> _Exercise inputs_:
········

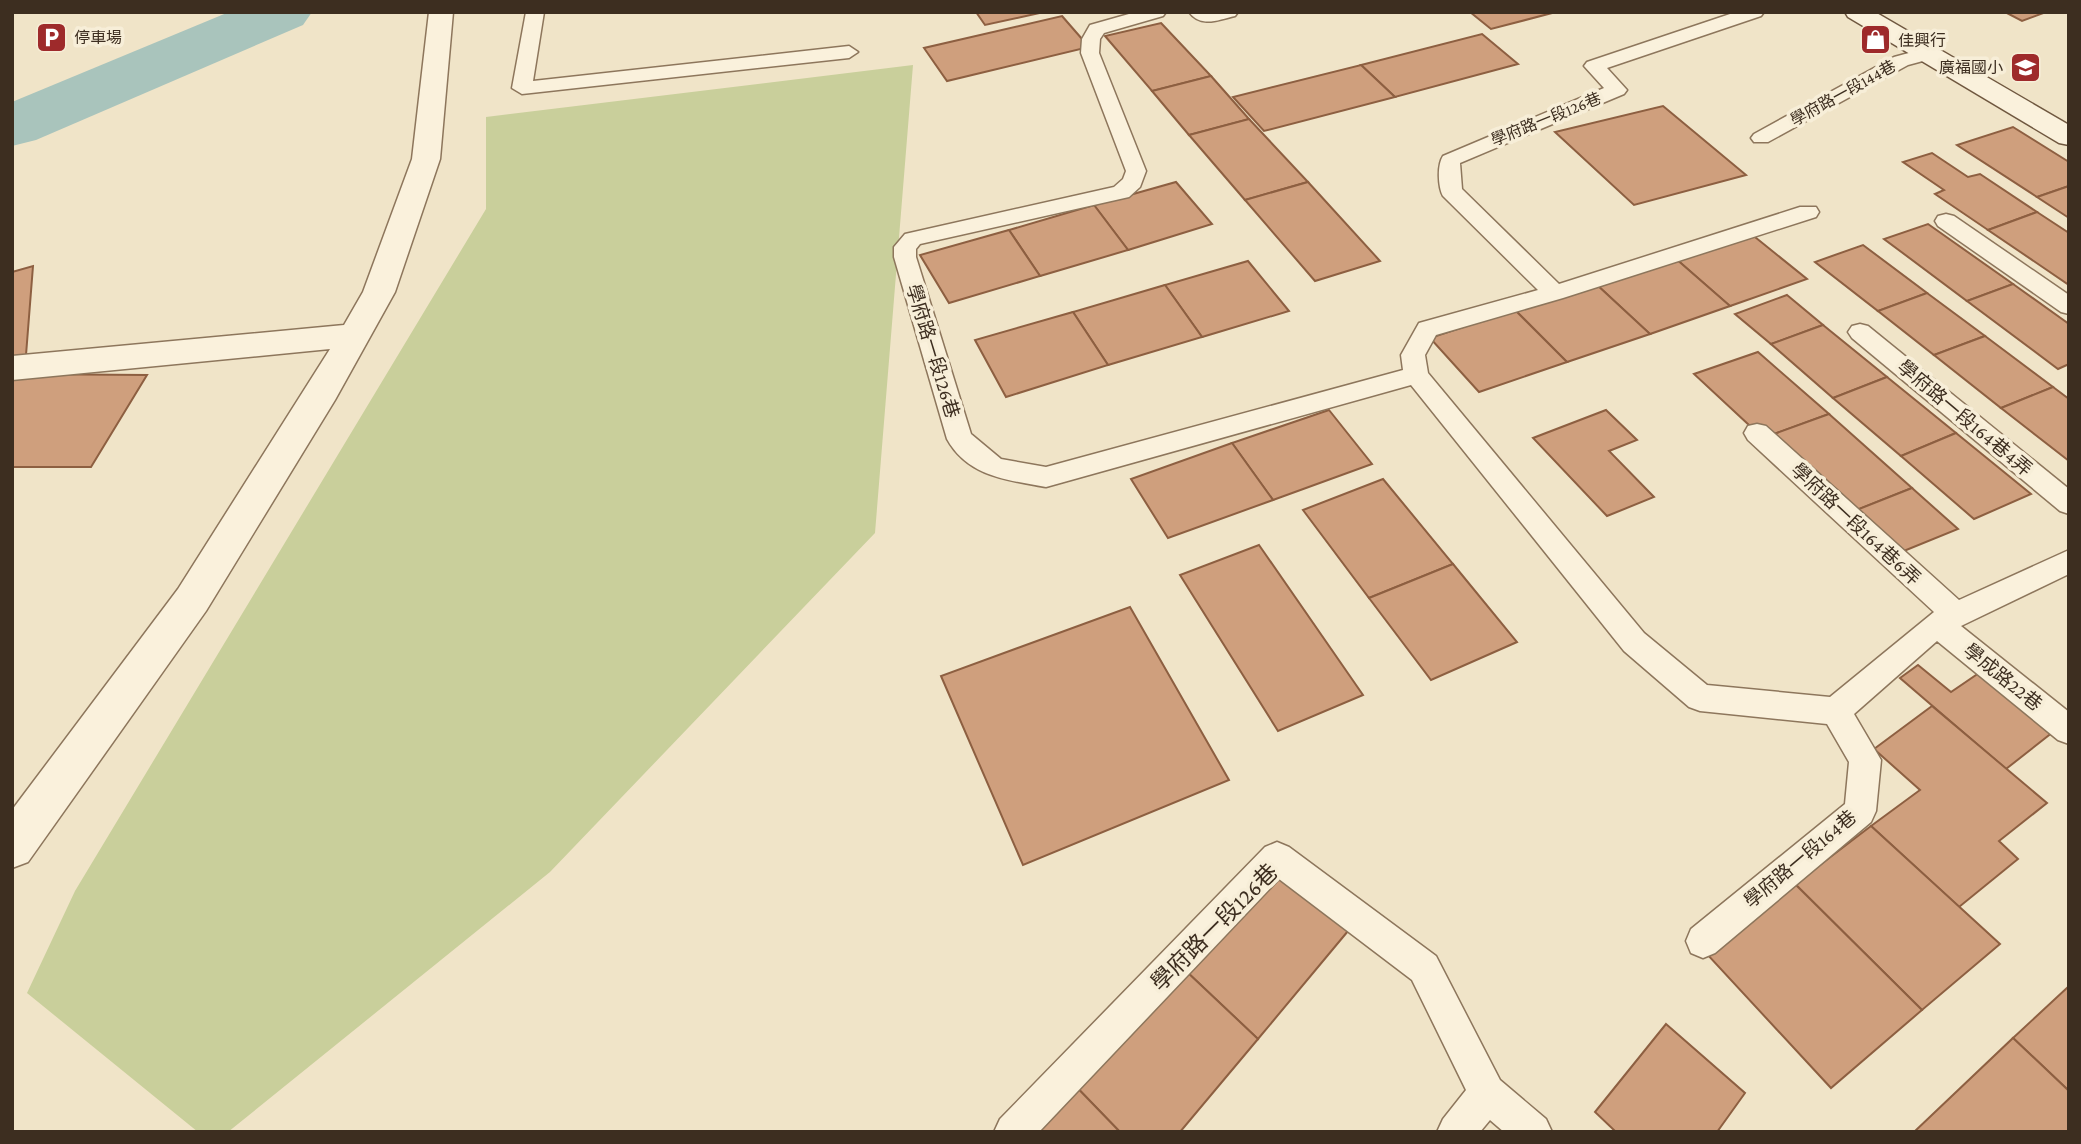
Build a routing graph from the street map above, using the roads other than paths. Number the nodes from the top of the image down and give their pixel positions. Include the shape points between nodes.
1 (441, 12) edge
2 (535, 12) edge
3 (1157, 12) edge
4 (1229, 12) edge
5 (1755, 12) edge
6 (1864, 13) edge
7 (1201, 15) edge
8 (849, 52) dead end
9 (1927, 54) junction
10 (2069, 136) edge
11 (1761, 138) dead end
12 (1808, 212) dead end
13 (1946, 221) dead end
14 (1555, 293) junction
15 (2069, 306) edge
16 (1860, 332) dead end
17 (355, 335) junction
18 (12, 368) edge
19 (1416, 375) junction
20 (1757, 433) dead end
21 (2069, 504) edge
22 (2069, 561) edge
23 (1946, 619) junction
24 (1836, 711) junction
25 (2069, 730) edge
26 (12, 847) edge
27 (1703, 941) dead end
28 (1487, 1093) junction
29 (1013, 1132) edge
30 (1456, 1132) edge
31 (1533, 1132) edge

1 - 17 street via 426,159 379,292
2 - 8 lane via 522,88
3 - 19 lane, 學府路一段126巷 via 1097,29 1091,39 1090,53 1136,171 1133,182 1121,192 913,239 905,247 960,439 994,468 1046,477
4 - 7 lane
5 - 14 lane, 學府路一段126巷 via 1594,65 1617,90 1450,160 1451,191
6 - 9 street
9 - 10 street
9 - 11 lane, 學府路一段144巷 via 1901,61
12 - 14 lane
13 - 15 lane
14 - 19 lane via 1427,329 1413,355
16 - 21 lane, 學府路一段164巷4弄
17 - 18 street
17 - 26 street via 192,600
19 - 24 lane via 1634,642 1700,698
20 - 23 lane, 學府路一段164巷6弄
22 - 23 lane
23 - 24 lane
23 - 25 lane, 學成路22巷
24 - 27 lane, 學府路一段164巷 via 1865,760 1860,811
28 - 29 lane, 學府路一段126巷 via 1424,968 1277,858
28 - 30 lane
28 - 31 lane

········

> _What you should do_: The data above should be repeated exactly, minus any pictures.

> _Answer box_:
Build a routing graph from the street map above, using the roads other than paths. Number the nodes from the top of the image down and give their pixel positions. Include the shape points between nodes.
1 (441, 12) edge
2 (535, 12) edge
3 (1157, 12) edge
4 (1229, 12) edge
5 (1755, 12) edge
6 (1864, 13) edge
7 (1201, 15) edge
8 (849, 52) dead end
9 (1927, 54) junction
10 (2069, 136) edge
11 (1761, 138) dead end
12 (1808, 212) dead end
13 (1946, 221) dead end
14 (1555, 293) junction
15 (2069, 306) edge
16 (1860, 332) dead end
17 (355, 335) junction
18 (12, 368) edge
19 (1416, 375) junction
20 (1757, 433) dead end
21 (2069, 504) edge
22 (2069, 561) edge
23 (1946, 619) junction
24 (1836, 711) junction
25 (2069, 730) edge
26 (12, 847) edge
27 (1703, 941) dead end
28 (1487, 1093) junction
29 (1013, 1132) edge
30 (1456, 1132) edge
31 (1533, 1132) edge

1 - 17 street via 426,159 379,292
2 - 8 lane via 522,88
3 - 19 lane, 學府路一段126巷 via 1097,29 1091,39 1090,53 1136,171 1133,182 1121,192 913,239 905,247 960,439 994,468 1046,477
4 - 7 lane
5 - 14 lane, 學府路一段126巷 via 1594,65 1617,90 1450,160 1451,191
6 - 9 street
9 - 10 street
9 - 11 lane, 學府路一段144巷 via 1901,61
12 - 14 lane
13 - 15 lane
14 - 19 lane via 1427,329 1413,355
16 - 21 lane, 學府路一段164巷4弄
17 - 18 street
17 - 26 street via 192,600
19 - 24 lane via 1634,642 1700,698
20 - 23 lane, 學府路一段164巷6弄
22 - 23 lane
23 - 24 lane
23 - 25 lane, 學成路22巷
24 - 27 lane, 學府路一段164巷 via 1865,760 1860,811
28 - 29 lane, 學府路一段126巷 via 1424,968 1277,858
28 - 30 lane
28 - 31 lane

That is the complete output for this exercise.